- _TASK DESCRIPTION_: Scan the following material for the string "Afroul" and copy each line in which it appears.

- _RECORDS FOR THE EXERCISE_:
# # # # #

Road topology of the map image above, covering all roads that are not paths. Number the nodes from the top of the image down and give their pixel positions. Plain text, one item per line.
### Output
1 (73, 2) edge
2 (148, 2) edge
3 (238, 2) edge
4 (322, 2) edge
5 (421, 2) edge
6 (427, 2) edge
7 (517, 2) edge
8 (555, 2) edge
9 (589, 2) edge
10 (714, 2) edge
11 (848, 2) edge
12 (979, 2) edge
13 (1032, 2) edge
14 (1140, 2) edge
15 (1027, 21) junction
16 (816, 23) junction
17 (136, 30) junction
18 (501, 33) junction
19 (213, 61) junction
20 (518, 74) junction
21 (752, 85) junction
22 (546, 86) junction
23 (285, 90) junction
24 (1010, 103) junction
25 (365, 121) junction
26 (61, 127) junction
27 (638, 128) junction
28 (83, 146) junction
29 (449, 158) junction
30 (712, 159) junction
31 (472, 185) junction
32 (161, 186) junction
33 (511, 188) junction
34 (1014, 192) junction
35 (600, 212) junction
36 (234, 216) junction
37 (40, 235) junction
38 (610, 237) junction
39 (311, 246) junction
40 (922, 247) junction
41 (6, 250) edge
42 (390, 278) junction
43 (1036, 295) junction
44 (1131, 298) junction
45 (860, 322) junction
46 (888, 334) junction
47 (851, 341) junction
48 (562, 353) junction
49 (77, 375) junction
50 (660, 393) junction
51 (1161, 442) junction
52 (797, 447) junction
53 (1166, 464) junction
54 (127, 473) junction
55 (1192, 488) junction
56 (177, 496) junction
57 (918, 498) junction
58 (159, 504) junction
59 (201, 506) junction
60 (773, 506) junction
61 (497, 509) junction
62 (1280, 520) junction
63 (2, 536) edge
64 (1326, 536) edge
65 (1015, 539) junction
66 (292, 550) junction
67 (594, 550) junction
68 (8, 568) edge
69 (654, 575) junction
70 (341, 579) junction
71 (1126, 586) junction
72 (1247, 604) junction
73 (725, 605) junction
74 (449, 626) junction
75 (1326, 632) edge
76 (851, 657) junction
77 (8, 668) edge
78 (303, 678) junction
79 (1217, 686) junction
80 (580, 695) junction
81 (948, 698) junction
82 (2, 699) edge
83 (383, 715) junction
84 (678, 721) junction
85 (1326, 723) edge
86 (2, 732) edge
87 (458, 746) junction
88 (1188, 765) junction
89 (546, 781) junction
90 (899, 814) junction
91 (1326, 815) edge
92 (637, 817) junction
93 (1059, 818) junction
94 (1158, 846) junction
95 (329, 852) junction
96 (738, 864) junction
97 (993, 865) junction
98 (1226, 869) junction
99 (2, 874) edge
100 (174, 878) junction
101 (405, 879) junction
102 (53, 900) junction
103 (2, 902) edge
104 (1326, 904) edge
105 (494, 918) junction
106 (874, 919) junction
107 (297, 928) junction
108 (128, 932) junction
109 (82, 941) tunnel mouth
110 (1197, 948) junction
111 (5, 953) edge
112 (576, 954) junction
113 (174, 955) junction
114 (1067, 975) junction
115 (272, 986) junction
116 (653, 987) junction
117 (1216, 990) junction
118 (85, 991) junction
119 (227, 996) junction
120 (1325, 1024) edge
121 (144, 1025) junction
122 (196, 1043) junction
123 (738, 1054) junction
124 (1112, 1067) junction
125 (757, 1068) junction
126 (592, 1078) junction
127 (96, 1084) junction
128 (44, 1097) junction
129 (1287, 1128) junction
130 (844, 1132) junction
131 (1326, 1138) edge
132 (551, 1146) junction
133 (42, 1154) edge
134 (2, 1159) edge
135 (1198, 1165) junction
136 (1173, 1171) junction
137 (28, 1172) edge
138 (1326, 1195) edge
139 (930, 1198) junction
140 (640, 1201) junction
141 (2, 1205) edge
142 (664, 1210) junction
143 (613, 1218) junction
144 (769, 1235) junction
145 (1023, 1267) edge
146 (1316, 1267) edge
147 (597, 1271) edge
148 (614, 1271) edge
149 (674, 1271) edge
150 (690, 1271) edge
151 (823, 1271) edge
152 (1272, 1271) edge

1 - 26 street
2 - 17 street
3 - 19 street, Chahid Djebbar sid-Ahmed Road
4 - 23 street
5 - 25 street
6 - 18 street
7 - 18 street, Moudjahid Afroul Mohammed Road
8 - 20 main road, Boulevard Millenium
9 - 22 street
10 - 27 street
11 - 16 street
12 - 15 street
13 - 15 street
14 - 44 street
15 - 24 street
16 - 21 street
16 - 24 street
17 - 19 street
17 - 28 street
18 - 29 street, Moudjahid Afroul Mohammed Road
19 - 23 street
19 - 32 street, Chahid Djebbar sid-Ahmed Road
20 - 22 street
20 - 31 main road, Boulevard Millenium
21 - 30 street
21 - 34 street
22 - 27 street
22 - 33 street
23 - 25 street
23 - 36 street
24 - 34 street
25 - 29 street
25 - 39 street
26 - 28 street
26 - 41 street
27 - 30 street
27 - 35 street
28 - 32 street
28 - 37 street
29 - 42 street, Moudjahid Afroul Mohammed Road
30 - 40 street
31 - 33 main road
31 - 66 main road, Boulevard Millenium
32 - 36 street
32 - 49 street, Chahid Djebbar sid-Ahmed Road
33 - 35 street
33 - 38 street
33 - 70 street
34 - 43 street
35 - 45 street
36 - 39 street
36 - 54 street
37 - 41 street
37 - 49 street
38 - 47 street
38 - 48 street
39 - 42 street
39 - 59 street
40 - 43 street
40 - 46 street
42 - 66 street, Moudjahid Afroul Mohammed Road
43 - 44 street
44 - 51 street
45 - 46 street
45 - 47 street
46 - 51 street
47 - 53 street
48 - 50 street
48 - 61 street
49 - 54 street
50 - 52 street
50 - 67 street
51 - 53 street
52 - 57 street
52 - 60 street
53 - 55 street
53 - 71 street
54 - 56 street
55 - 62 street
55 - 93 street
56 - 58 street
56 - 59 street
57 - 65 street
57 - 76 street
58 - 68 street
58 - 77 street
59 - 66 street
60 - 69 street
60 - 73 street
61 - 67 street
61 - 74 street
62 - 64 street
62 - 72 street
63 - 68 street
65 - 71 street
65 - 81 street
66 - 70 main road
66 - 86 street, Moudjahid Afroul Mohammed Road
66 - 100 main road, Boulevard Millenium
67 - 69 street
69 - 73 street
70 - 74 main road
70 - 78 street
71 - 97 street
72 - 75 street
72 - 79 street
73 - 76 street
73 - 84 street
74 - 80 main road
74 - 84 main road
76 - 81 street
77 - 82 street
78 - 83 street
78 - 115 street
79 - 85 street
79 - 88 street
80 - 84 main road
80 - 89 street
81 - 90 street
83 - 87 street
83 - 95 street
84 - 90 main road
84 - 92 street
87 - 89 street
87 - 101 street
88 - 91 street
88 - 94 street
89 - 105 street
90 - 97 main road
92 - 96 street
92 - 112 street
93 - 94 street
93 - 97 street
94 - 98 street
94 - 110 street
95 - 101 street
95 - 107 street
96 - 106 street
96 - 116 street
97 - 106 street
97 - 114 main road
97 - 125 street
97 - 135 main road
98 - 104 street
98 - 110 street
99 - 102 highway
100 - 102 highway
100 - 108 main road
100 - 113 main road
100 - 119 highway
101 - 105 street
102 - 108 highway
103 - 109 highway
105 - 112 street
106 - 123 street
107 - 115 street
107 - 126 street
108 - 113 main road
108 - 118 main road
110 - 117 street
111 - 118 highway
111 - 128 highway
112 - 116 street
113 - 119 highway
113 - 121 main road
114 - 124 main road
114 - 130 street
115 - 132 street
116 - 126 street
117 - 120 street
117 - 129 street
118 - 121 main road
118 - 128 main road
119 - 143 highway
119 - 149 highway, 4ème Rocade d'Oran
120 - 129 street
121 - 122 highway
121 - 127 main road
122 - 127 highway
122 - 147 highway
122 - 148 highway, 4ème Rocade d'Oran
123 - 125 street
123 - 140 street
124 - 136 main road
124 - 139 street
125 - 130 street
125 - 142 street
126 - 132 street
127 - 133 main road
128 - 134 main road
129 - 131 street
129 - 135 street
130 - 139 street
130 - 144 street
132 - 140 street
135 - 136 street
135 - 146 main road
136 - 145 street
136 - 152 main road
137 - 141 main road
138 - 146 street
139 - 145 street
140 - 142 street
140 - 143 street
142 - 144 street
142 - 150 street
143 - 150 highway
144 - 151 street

# # # # #

- _EXERCISE SOLUTION_:
7 - 18 street, Moudjahid Afroul Mohammed Road
18 - 29 street, Moudjahid Afroul Mohammed Road
29 - 42 street, Moudjahid Afroul Mohammed Road
42 - 66 street, Moudjahid Afroul Mohammed Road
66 - 86 street, Moudjahid Afroul Mohammed Road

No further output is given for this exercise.